Una de las entidades más reconocidas en Europa, DPAM Investments (ahora bajo el ala de Crédit Agricole), ha estado en la vanguardia. Su gestor principal, Olivier Hertoghe, con 25 años de experiencia en el sector, subrayó recientemente en Madrid que «la valoración actual del inmobiliario presenta un 20% de descuento respecto a su promedio histórico, a pesar de que las políticas del BCE se han estabilizado y la incertidumbre de hace un año se ha disipado».

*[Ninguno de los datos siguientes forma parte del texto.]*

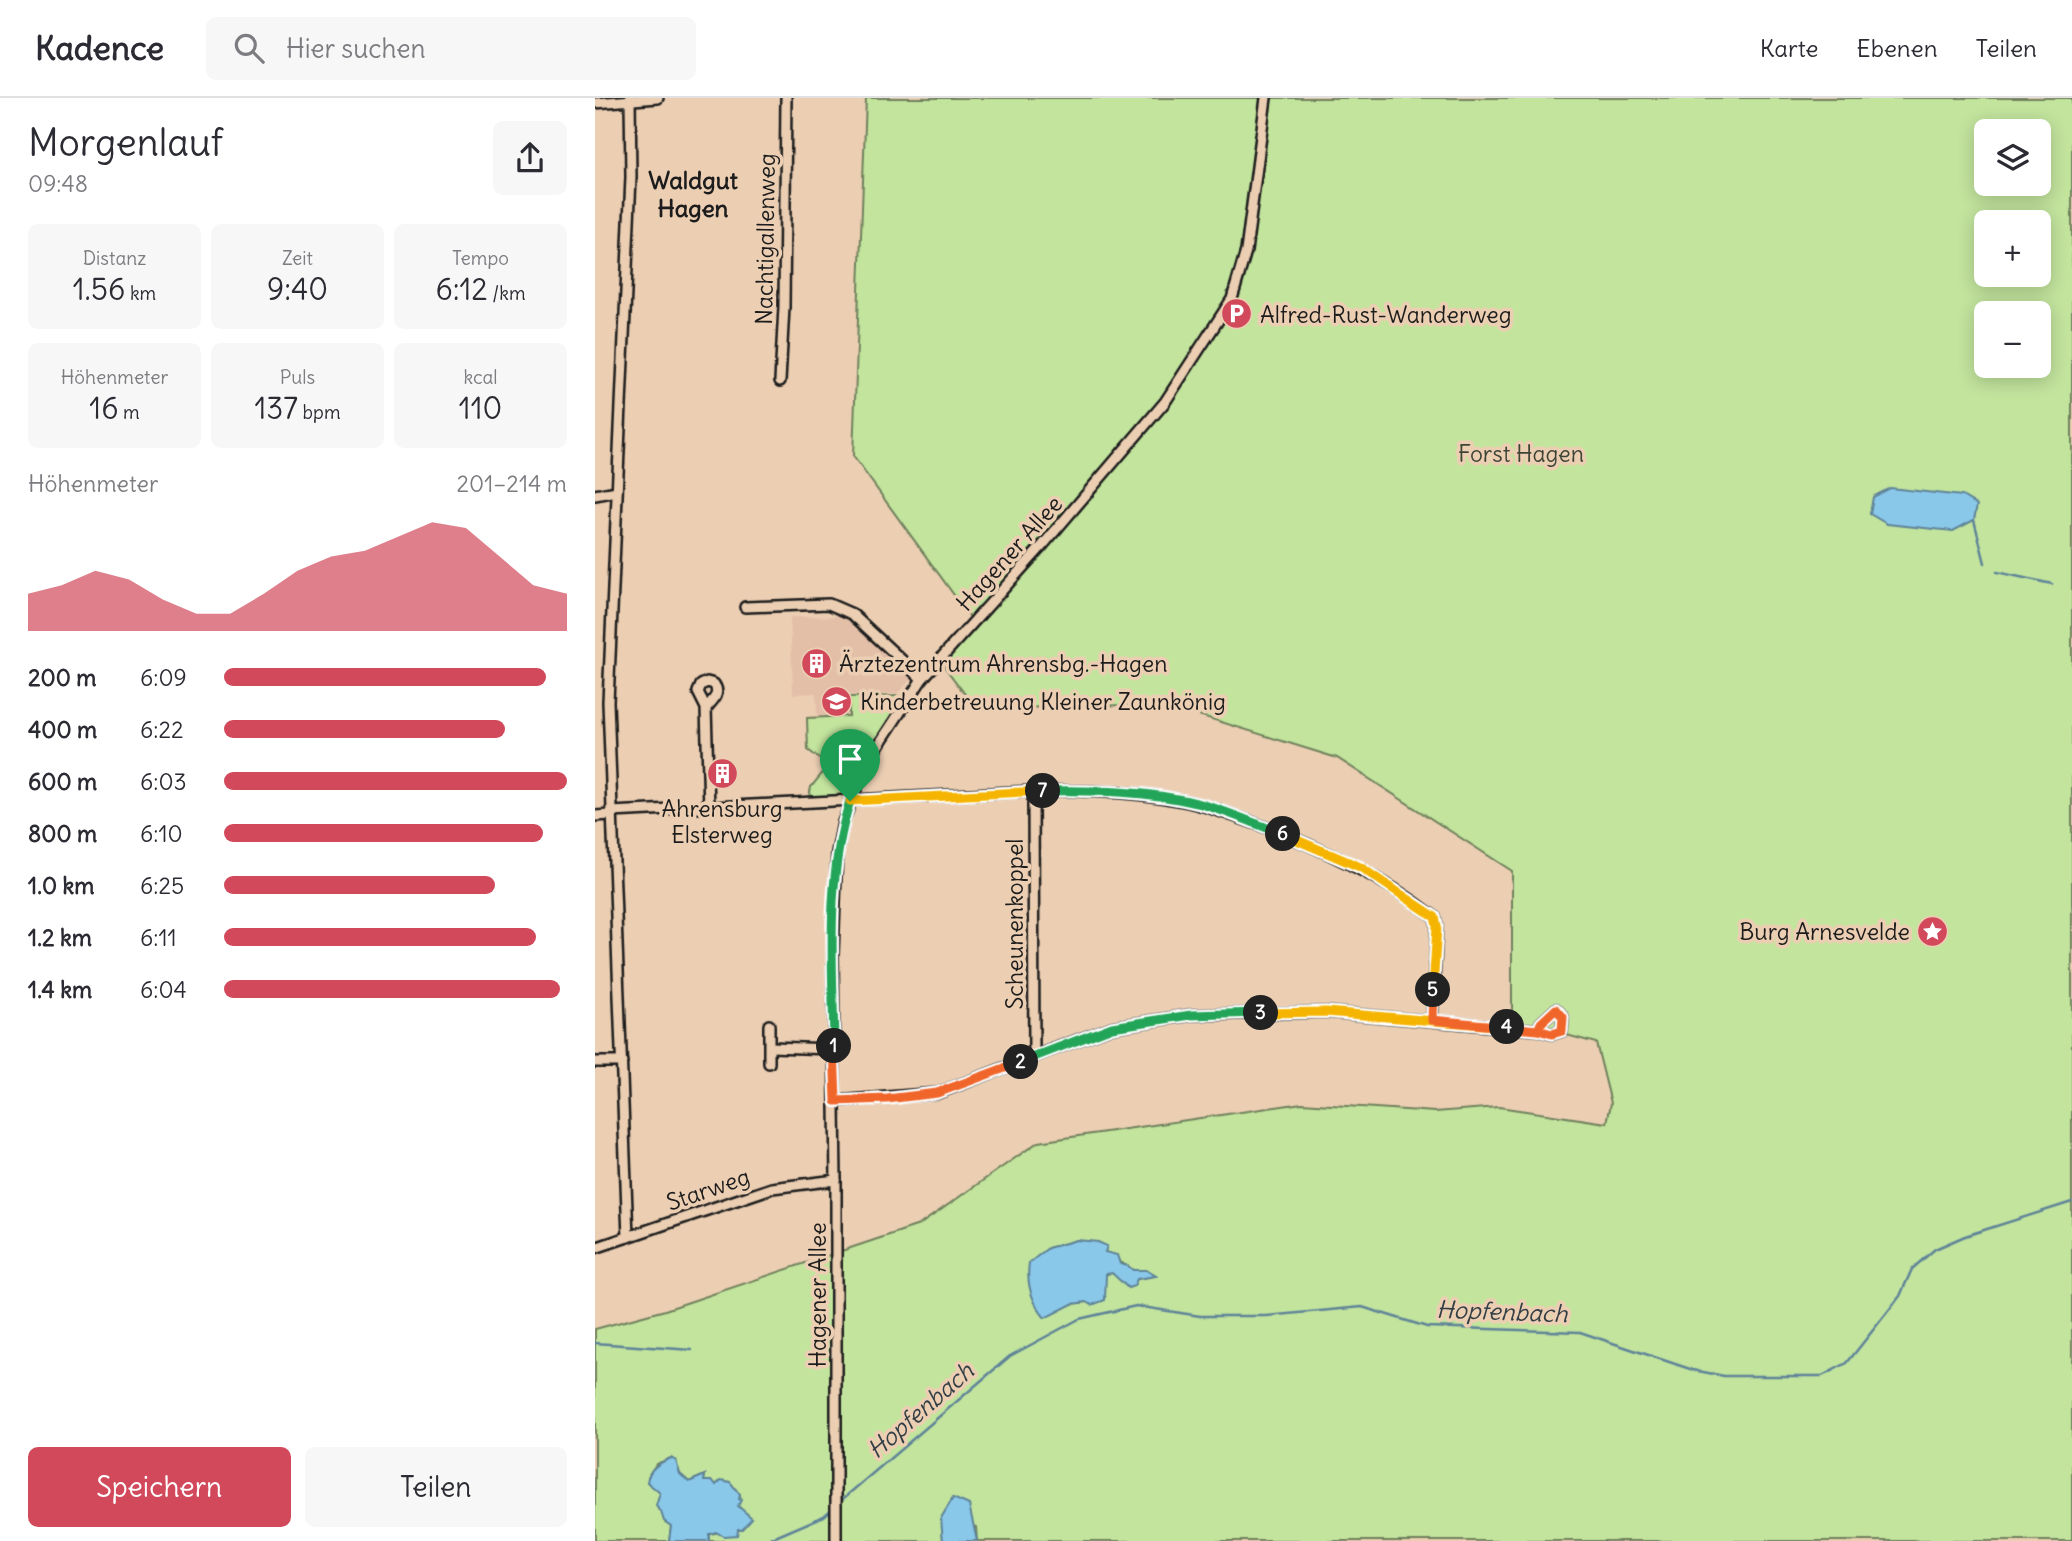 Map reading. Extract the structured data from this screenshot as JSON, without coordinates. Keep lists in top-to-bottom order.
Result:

### Apalancamiento en tiempos de normalización

Las socimis y REIT suelen operar con un alto grado de apalancamiento, adquiriendo activos a través de deuda y generando rentas con márgenes que superan el costo de sus préstamos. Sin embargo, los picos de tipos de interés, como los vividos en 2022 por la crisis inflacionaria, complican sus cuentas.

Con la normalización de los tipos de interés en la eurozona, ahora en un 2%, estos vehículos inmobiliarios pueden funcionar con mayor serenidad. «El riesgo de refinanciaciones peligrosas ha disminuido notablemente, mientras que las métricas fundamentales de estas empresas son robustas», argumenta Hertoghe. Su fondo, el DPAM Real Estate Europe Dividend Sustainable, ha visto un crecimiento del 9% en el último año, y el panorama futuro es muy prometedor.

Los gestores están especialmente optimistas, ya que más de la mitad de los REIT europeos han elevado sus proyecciones de beneficios para 2025. Además, se anticipa un aumento en las fusiones corporativas, lo que podría incentivarlo aún más. «Ya hemos presenciado numerosas fusiones en 2025, especialmente en el Reino Unido, y esperamos que continúen», concluye Damien Marichal, cogestor del fondo junto a Hertoghe.

### El auge del sector en España

En el ámbito español, desde hace dos años, el fondo Abante Sector Inmobiliario ha comenzado a hacer olas. Gestionado por José Ramón Iturriaga, este fondo ha crecido más del 50% desde su lanzamiento en junio de 2023. Este vehículo dedica más del 75% de sus activos a acciones de empresas cotizadas, incluyendo importantes socimis y REIT europeos, además de promotoras y compañías de servicios inmobiliarios. Entre sus grandes posiciones se encuentran protagonistas como Merlin Properties, Metrovacesa y Neinor Homes.

El sólido estado de la economía española y la creciente demanda de vivienda han convertido a este fondo en el más rentable de Europa dentro de su categoría. Iturriaga, quien siempre ha defendido los beneficios de invertir en inmuebles a través de sociedades cotizadas, enfatiza: “Comprar acciones de estas empresas permite acceder a activos inmobiliarios de calidad, diversificación y gestión superior. Además, están obligadas a distribuir dividendos”.

Antes de la crisis económica de 2008, España contaba con numerosos fondos inmobiliarios, pero la caída del mercado dejó a muchos inversores atrapados sin liquidez. Hoy, tras el trauma de aquella época, el sector muestra una nueva cara, con gestores más profesionales y un enfoque diversificado que rejuvenece la confianza en las inversiones inmobiliarias en el país.